If you don’t look at the original posters, what research do you do beforehand?
I have a strong poster culture that has been at the heart of my business for 25 years. I have many idols but I never “shop” for one or the other. I try to be new and arrive at something that can sometimes be confusing, but that has nothing to do with what has been done before. The main part of the work then consists in documenting the small details of the visual that will be found in the composition. I am thinking, for example, of the work on Vito Corleone’s suitcases for The Godfather: Part II (1974) when he arrives in New York. How did the migrants arrive? What clothes were they wearing? How is a rope tied to a suitcase? It is these details that give an image its veracity.
What restrictions do you face?
Some clauses in contracts sometimes prevent the characters from being drawn. People don’t realize it, but if I often draw people from behind, or their silhouette, it’s because I can’t represent the actors. These are important challenges but they require us to be creative. They push to find ways to illustrate a film that is appreciated with the help of silhouettes and sometimes without any character. This was particularly the case for Die Hard (1988) for which I bypassed this difficulty by representing a broken crystal globe.
What is the right starting sketch?
Once the idea has been found, I quickly put the coloured sketch on the computer. I don’t want to multiply the sketches because it shows that we don’t know what we want and highlights the weakness of the project. This does not mean that I do not make others that I keep to myself, but I do not present them. I also try not to go into too much detail to leave room for the imagination of the person who placed the order. However, some films are so rich that they can be used to make several projects. But in general, we very quickly feel which project is the right one, the one that will suit my techniques and colours, even if sometimes the sketch did not excite anyone, as in Back to the Future (1985), which turned out to be better than the original sketch when I started building the image with neons.
I can’t go wrong with the concepts because knowing that I spend between two and three weeks on an image, you have to be sure from the beginning that it will be effective and fair. Graphic designer Etienne Robial once said: “When you go to the doctor, you don’t make a call for tenders.” I think that’s fair enough, and when I go to my publisher, it’s with a project that I’m ready to defend. In a poster you need a good idea, not several. And I don’t want to counterbalance a bad idea with technique.
Once the concept has been established, what are the next steps?
The colouring of the sketch is a great moment, because after having placed the typography we find ourselves with an embryonic poster that already plays its part. Then comes the documentation and drawing. A black and white line that will determine likeness, perspective, lights and shadows, as for any illustrator. I then work on the composition which is often not optimized on the sketch, but which is decisive for the tension of the image. Then I move on to colouring, already having in mind a vision of what the general atmosphere of the project will be, and use the graphic palette as a director of photography on a set. I imagine the rays and returns of light, and once I like everything, I transform the starting line by filling it with the background color.
I like two moments in this job: the one when I find the idea, and the last line. Between the two it’s a lot of suffering, even if I imagine it’s the same for many artists.

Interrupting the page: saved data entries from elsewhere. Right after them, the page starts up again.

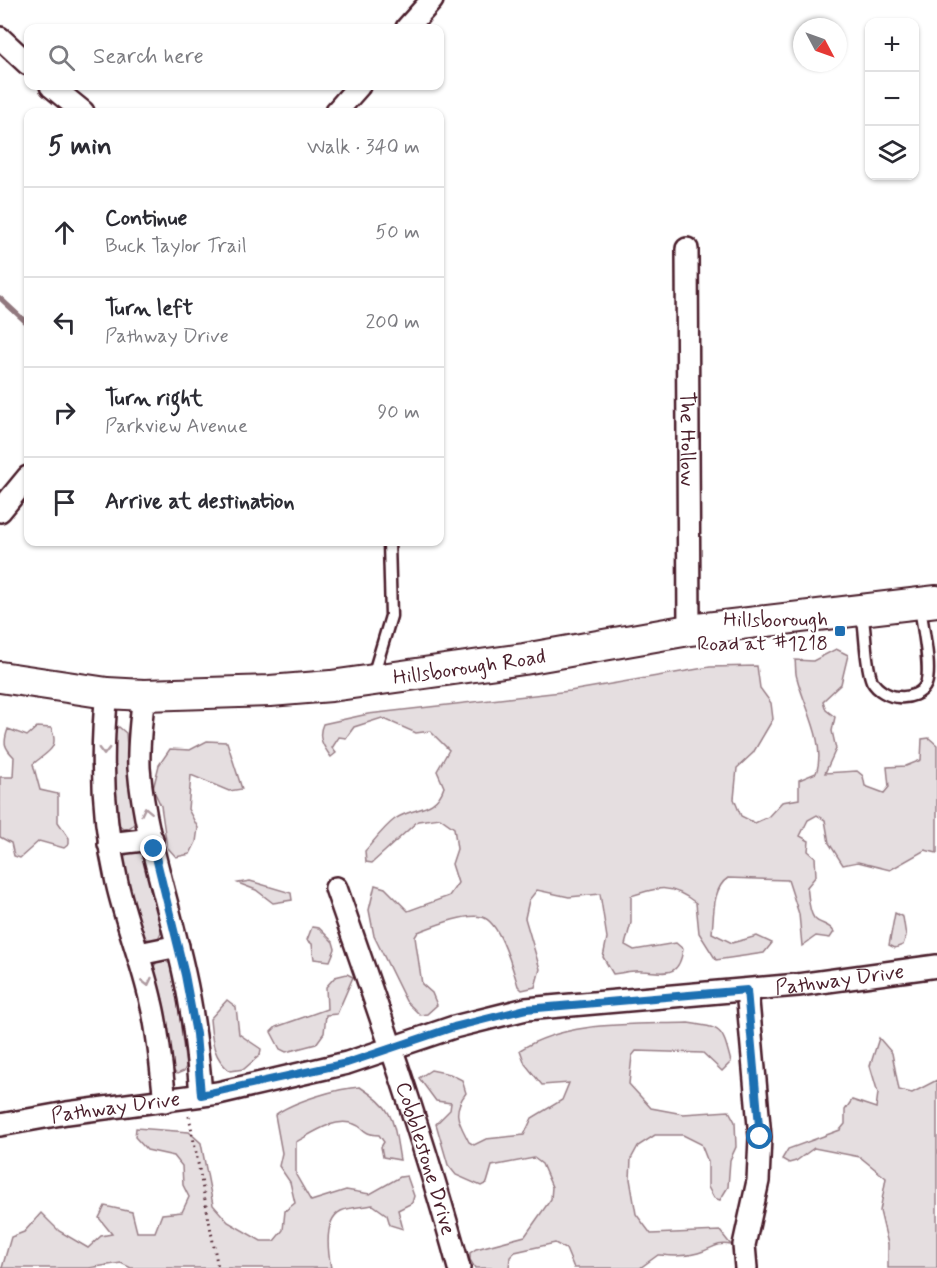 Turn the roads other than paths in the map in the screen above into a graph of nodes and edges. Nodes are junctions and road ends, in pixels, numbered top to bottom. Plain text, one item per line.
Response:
1 (432, 0) edge
2 (411, 24) edge
3 (0, 38) edge
4 (24, 60) edge
5 (56, 90) edge
6 (355, 90) edge
7 (78, 108) edge
8 (340, 108) edge
9 (687, 249) dead end
10 (24, 482) edge
11 (0, 511) edge
12 (389, 546) edge
13 (928, 602) edge
14 (861, 610) junction
15 (689, 630) junction
16 (0, 677) edge
17 (372, 679) junction
18 (107, 693) junction
19 (144, 695) junction
20 (152, 839) junction
21 (109, 844) junction
22 (336, 888) dead end
23 (178, 946) junction
24 (138, 954) junction
25 (937, 966) edge
26 (747, 990) junction
27 (392, 1048) junction
28 (201, 1095) junction
29 (165, 1101) junction
30 (0, 1125) edge
31 (459, 1268) edge
32 (747, 1268) edge

1 - 2 street
3 - 4 street
5 - 7 street
6 - 8 street
9 - 15 street, The Hollow
10 - 11 street
12 - 17 lane
13 - 14 main road, Hillsborough Road
13 - 14 lane
14 - 15 main road, Hillsborough Road
15 - 17 main road, Hillsborough Road
16 - 18 main road, Hillsborough Road
17 - 19 main road, Hillsborough Road
18 - 19 main road, Hillsborough Road
18 -> 21 street
20 -> 19 street
20 - 21 street
20 - 23 street
21 - 24 street
22 - 27 street, Cobblestone Drive
23 - 24 street
23 - 28 street
24 -> 29 street
25 - 26 street, Pathway Drive
26 - 27 street, Pathway Drive
26 - 32 street
27 - 28 street, Pathway Drive
27 - 31 street, Cobblestone Drive
28 - 29 street, Pathway Drive
29 - 30 street, Pathway Drive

It can be difficult to report on a film while having your own visual signature. Do you distinguish your contribution more in the composition, the choice of the scene represented, or the atmosphere that emerges?
I think that all these elements come into play in the definition of a style, which is nothing more than restriction, things that we do not know how to do and that are counterbalanced by others. In the end there is a way, a technique, a touch of humour and a sensitivity of colours that are identifiable and allow people to say that it is Durieux. In film, this would correspond to the point of view of a good director who would be recognizable by the way he perceives the world.

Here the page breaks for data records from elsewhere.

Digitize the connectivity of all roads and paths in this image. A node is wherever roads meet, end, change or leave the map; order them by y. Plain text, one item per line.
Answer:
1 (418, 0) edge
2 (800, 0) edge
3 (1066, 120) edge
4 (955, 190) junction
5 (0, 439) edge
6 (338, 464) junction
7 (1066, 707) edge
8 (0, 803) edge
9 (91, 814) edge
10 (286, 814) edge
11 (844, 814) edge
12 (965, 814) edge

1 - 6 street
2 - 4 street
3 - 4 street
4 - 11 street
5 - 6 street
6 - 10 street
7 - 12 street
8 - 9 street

Another central element is typography. Is it pre-imposed by the atmosphere of the film?
I think about the text from the beginning of the project, but I choose typography with my brother Jack who has a sharp eye on the subject. He makes me proposals, but we often agree on the same ones when we visit the fonts sites. When you look for a typography, you don’t always know what you want, but you know what you don’t want. Typography is very important in my posters and also plays a narrative role.
Many posters today have standard colour codes, each corresponding to a specific type of film.
Some little wonders still come out from time to time. Every time I see an interesting poster, I think of the person who made it possible. Succeeding with a poster is difficult, but succeeding in selling it is even harder. All the great poster designers were killed by this constant desire to level down. One day I attended a conference where it was clear that the young graphic designers present no longer supported these posters, which are all the same. But some distributors think that if a particular colour has proved its worth, it should be duplicated for all films of the same genre.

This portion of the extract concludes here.